Run sensitivity analysis when building your financial model for investors, when you're fundraising and need to show you understand your risks, when business conditions change (new competitors, market shifts, cost increases), and when deciding on headcount or spend. A quick 5-minute sensitivity check can prevent costly decisions based on brittle assumptions.

Frequently Asked Questions

Sensitivity analysis shows how changes in key variables (like revenue and burn) affect your financial outcomes like runway and cash flow. It identifies which variables have the biggest impact on your business and helps you understand which assumptions are most critical to your success.
Stress testing means adjusting your assumptions downward to see what happens to key outcomes. Use a sensitivity matrix to test how runway changes if revenue drops 10-30% or burn increases 10-30%. This reveals your breaking point and helps you identify what safeguards you need (cost cuts, more capital, etc.).
Start with revenue and burn—these have the largest impact on runway and cash flow. Then test customer acquisition cost (CAC), which affects customer acquisition revenue. Test churn rate, which affects retention and growth. Test pricing, which affects ARR per customer. The highest-impact variables are your key business levers.

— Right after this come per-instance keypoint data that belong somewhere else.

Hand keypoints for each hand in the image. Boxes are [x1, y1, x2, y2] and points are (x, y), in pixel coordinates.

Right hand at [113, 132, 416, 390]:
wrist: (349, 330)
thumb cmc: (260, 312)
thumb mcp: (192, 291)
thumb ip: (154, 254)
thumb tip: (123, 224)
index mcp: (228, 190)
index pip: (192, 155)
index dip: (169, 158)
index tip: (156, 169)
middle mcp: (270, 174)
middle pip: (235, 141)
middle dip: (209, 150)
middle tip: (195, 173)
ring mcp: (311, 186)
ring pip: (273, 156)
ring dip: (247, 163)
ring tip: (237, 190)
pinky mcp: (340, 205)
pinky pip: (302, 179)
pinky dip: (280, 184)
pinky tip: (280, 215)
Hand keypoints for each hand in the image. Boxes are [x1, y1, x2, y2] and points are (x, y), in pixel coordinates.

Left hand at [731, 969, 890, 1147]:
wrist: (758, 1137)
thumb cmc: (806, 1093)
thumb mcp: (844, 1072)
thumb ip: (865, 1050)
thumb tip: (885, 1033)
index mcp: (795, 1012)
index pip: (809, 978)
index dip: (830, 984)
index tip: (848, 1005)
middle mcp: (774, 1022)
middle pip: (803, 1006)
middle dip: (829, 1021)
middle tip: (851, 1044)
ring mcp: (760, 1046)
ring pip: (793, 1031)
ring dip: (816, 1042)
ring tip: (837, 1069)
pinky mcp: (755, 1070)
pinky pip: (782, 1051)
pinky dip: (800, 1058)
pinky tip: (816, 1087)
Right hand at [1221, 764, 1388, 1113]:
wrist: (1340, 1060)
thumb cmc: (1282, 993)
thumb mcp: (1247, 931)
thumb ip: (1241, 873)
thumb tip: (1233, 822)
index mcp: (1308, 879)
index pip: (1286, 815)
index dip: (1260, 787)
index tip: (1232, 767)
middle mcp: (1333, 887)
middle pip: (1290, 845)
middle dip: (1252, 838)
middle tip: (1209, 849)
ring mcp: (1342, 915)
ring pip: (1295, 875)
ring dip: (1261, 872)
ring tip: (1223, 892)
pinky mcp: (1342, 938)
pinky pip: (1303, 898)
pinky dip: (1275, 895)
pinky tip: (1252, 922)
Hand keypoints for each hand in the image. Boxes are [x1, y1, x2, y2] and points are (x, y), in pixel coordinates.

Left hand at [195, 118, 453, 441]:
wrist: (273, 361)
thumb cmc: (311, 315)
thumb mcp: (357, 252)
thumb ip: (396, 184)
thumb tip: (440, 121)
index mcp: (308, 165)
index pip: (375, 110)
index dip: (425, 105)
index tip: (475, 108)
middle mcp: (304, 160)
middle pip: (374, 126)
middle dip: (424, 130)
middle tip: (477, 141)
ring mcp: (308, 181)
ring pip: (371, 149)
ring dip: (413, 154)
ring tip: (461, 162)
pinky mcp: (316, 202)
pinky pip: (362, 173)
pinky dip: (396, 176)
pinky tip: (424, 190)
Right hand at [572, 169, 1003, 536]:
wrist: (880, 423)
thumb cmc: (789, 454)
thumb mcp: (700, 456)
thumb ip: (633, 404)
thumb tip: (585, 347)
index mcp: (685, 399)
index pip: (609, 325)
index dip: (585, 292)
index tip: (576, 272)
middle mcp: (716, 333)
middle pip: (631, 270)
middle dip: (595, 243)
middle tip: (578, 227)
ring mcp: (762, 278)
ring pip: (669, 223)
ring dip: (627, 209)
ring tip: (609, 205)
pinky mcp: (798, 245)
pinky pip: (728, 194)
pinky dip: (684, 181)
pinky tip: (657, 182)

Investors use sensitivity matrices to understand which assumptions are critical to your model and identify whether your business can survive scenarios where assumptions change. If your model only works if growth is 20% forever, that's a red flag. If runway survives a 30% revenue drop, that's a sign of resilience. Investors care about model robustness.
A revenue vs burn matrix shows your runway (or cash flow) across combinations of revenue change and burn change. Rows show revenue shifts (-30% to +30%). Columns show burn shifts (-30% to +30%). Green cells are comfortable runway (18+ months). Yellow is caution (12-17 months). Red is danger (<12 months). "Inf" means revenue exceeds burn (profitable).